- **Exercise details**:
Search the records for the string "vector" and copy every line in which it appears.

+---+

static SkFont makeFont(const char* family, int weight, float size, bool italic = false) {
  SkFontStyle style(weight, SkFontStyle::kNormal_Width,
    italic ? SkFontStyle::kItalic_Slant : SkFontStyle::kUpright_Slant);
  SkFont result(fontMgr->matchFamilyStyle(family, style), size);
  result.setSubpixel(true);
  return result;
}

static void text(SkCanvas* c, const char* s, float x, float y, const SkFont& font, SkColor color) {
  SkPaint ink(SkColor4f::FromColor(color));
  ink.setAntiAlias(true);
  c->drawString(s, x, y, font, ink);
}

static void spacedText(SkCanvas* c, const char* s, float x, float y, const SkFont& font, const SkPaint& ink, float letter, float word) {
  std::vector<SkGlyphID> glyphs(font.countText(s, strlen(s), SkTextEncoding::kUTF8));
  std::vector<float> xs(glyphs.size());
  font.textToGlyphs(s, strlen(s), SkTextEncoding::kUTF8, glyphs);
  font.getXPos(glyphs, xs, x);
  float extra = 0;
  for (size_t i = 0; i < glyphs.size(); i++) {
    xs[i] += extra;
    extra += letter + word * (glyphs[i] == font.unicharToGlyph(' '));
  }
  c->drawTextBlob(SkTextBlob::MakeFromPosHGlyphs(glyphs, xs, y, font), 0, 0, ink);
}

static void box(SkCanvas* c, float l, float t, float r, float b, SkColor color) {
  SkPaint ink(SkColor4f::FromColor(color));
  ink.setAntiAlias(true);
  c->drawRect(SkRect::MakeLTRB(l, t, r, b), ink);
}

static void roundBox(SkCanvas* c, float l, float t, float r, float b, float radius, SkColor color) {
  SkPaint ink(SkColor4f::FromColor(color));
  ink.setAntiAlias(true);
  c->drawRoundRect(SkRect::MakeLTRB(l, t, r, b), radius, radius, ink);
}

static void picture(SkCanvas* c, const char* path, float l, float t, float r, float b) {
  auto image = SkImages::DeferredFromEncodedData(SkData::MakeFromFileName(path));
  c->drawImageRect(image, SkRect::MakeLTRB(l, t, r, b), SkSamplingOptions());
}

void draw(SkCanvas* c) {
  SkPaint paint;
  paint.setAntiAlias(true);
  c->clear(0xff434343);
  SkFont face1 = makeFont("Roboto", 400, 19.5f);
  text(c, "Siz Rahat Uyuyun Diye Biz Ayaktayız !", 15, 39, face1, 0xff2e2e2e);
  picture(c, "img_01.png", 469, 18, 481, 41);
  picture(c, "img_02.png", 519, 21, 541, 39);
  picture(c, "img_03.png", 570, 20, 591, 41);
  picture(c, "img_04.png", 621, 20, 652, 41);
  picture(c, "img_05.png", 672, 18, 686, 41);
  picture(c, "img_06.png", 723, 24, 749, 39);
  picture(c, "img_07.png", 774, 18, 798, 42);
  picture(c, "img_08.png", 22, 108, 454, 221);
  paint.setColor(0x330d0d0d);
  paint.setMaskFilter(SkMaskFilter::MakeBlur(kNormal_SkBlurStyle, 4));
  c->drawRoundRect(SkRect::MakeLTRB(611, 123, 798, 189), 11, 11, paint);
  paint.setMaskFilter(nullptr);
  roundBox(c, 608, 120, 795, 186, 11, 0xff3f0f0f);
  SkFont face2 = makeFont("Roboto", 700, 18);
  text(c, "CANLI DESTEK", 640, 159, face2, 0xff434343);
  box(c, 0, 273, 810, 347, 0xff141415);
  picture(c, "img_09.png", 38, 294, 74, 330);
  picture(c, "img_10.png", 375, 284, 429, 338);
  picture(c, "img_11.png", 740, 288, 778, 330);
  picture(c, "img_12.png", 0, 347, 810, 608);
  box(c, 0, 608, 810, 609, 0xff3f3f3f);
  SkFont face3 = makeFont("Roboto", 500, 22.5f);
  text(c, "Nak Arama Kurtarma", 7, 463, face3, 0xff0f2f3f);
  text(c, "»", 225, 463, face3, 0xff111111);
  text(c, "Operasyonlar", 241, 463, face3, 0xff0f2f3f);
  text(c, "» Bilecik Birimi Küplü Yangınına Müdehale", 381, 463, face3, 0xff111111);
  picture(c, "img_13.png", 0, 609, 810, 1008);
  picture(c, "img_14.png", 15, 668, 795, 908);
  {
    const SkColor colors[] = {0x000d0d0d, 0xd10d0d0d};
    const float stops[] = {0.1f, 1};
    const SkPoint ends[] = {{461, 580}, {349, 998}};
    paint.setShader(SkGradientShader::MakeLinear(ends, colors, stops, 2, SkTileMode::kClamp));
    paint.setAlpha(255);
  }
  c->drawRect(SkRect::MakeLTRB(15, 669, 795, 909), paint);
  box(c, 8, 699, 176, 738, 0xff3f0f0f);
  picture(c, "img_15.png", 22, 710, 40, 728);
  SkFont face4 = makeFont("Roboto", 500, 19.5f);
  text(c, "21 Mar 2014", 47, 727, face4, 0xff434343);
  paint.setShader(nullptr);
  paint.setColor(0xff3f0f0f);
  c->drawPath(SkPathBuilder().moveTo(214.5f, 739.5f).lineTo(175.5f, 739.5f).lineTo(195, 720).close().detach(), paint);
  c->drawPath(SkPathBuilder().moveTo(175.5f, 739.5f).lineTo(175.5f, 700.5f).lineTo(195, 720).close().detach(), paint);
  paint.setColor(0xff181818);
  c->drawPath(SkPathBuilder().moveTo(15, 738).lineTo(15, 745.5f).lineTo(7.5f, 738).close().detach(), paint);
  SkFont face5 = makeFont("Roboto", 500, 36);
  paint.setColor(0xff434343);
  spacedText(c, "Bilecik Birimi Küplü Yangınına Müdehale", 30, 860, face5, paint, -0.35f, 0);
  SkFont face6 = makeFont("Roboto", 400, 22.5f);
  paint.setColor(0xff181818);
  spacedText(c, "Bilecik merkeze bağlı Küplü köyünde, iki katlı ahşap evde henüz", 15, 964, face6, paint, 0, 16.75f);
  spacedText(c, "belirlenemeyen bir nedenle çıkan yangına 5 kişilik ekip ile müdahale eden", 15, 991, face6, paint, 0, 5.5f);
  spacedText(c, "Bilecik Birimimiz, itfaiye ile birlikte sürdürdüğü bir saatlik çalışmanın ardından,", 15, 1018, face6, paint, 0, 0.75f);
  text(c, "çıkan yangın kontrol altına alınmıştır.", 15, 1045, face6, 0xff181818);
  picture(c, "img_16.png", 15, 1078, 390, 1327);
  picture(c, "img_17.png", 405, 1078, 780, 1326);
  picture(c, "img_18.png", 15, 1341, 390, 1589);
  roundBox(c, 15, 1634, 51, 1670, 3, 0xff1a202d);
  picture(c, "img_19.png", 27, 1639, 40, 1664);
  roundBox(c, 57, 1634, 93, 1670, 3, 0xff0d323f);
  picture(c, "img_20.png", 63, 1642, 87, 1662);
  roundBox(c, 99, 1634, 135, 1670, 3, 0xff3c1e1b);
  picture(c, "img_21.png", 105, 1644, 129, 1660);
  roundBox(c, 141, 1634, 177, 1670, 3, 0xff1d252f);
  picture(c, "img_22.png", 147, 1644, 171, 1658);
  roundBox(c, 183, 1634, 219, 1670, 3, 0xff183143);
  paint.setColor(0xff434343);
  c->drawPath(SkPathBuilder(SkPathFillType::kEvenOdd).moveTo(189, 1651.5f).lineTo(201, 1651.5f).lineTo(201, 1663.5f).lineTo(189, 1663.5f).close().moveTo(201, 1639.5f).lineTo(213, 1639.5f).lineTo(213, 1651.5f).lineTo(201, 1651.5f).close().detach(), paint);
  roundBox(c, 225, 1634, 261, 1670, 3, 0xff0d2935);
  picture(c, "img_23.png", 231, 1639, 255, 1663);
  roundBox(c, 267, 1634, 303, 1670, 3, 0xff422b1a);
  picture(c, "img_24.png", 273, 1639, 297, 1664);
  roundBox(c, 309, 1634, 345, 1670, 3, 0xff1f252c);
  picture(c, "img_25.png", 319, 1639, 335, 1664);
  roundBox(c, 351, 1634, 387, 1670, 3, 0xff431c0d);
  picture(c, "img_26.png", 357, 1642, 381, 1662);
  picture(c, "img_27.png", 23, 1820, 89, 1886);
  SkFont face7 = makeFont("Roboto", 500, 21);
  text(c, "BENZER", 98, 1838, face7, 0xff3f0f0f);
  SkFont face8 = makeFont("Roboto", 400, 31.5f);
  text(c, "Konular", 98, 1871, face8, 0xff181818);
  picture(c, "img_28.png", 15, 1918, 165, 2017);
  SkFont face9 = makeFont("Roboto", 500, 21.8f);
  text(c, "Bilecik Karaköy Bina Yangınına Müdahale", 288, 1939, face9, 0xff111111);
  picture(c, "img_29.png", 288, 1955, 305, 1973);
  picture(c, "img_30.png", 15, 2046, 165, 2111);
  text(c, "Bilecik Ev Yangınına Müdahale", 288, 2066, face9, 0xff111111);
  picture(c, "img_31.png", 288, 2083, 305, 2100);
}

+---+

- **Response to this exercise**:
  std::vector<SkGlyphID> glyphs(font.countText(s, strlen(s), SkTextEncoding::kUTF8));
  std::vector<float> xs(glyphs.size());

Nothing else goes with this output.